While Myers is legally able to continue to hold her position, some within the county Democratic Party have expressed concerns about her remaining in office, county Democratic Party chairman Phil Hunt said.

“I’ve been taking a little bit of flak over it,” he said. “Of course, until the case was decided, there was not really anything that could be done.”

Hunt said that Myers did not communicate with party officials while the case was pending on the advice of her attorney.

Now, he plans to reach out to her to talk about the future direction of the office.

“The party is definitely concerned,” he said. “We’ll just discuss the whole issue and see what’s best for her and what’s best for the party.”

County party treasurer Tom Billings said he was less concerned about the resolution of Myers’ criminal case than how she had been running the office in recent months.

Myers came under fire early this year after county officials discovered she had not been paying her office’s bills, including invoices for autopsies and pathology services.

“That, to me, is more serious,” Billings said. “She should have been doing her job, making sure it was done. That was her responsibility.
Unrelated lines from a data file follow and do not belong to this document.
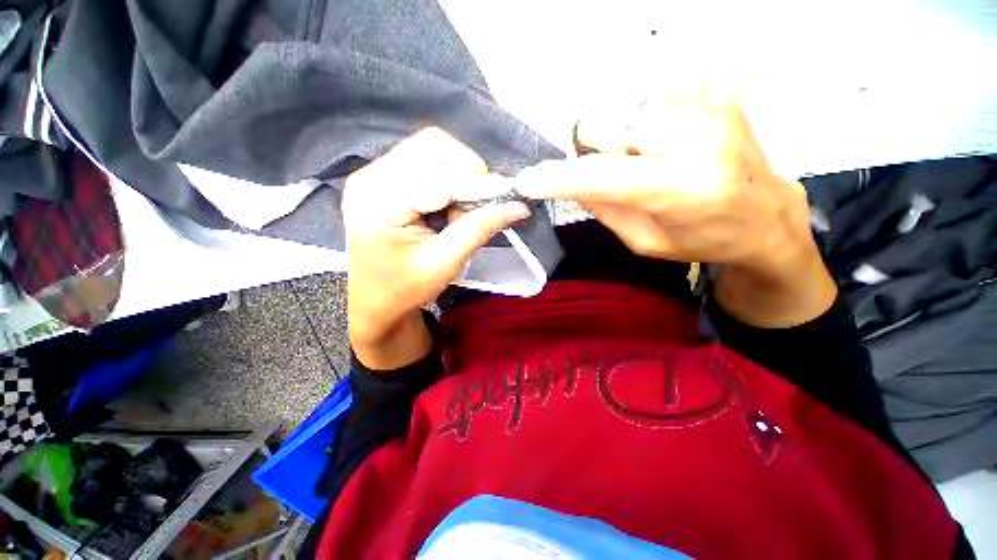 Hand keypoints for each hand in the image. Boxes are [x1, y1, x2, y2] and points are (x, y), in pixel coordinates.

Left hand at [345, 128, 529, 367]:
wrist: (375, 302)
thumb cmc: (404, 290)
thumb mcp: (445, 262)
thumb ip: (480, 229)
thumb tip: (518, 207)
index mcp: (379, 201)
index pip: (439, 177)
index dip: (479, 184)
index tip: (511, 193)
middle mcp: (371, 177)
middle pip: (432, 147)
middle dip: (467, 174)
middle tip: (479, 207)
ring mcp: (374, 174)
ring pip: (432, 151)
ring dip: (458, 178)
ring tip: (459, 213)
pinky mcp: (383, 179)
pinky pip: (425, 163)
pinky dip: (448, 182)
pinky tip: (447, 210)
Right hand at [516, 88, 835, 325]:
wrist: (767, 215)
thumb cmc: (703, 239)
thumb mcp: (644, 241)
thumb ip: (605, 210)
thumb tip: (570, 183)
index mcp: (680, 190)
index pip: (601, 176)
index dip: (559, 178)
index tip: (529, 181)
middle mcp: (696, 139)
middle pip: (606, 128)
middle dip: (598, 153)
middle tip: (620, 173)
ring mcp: (711, 107)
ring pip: (626, 112)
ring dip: (624, 139)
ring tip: (654, 160)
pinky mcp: (720, 90)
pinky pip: (656, 96)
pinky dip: (651, 120)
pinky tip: (674, 141)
I’m more concerned about seeing that all that is taken care of.”

County Republican Party chairwoman Janice Silvey echoed Billings’ concerns.

As county treasurer, Silvey worked hand in hand with the auditor’s office to sort out the mess of unpaid bills at the end of 2013.

“She left the coroner’s office in a bind,” she said. “At the end of the year, what budget you haven’t used, you lose, and she had bills that should have been paid out of that.”

Myers’ chief deputy coroner, Rudy Nylund, later interceded on her behalf to straighten out the invoices.

Silvey said she worried that the public’s trust in the coroner’s office has suffered.

“I think it’s going to be a sour note for a while until we can get someone in there that can prove themselves,” she said.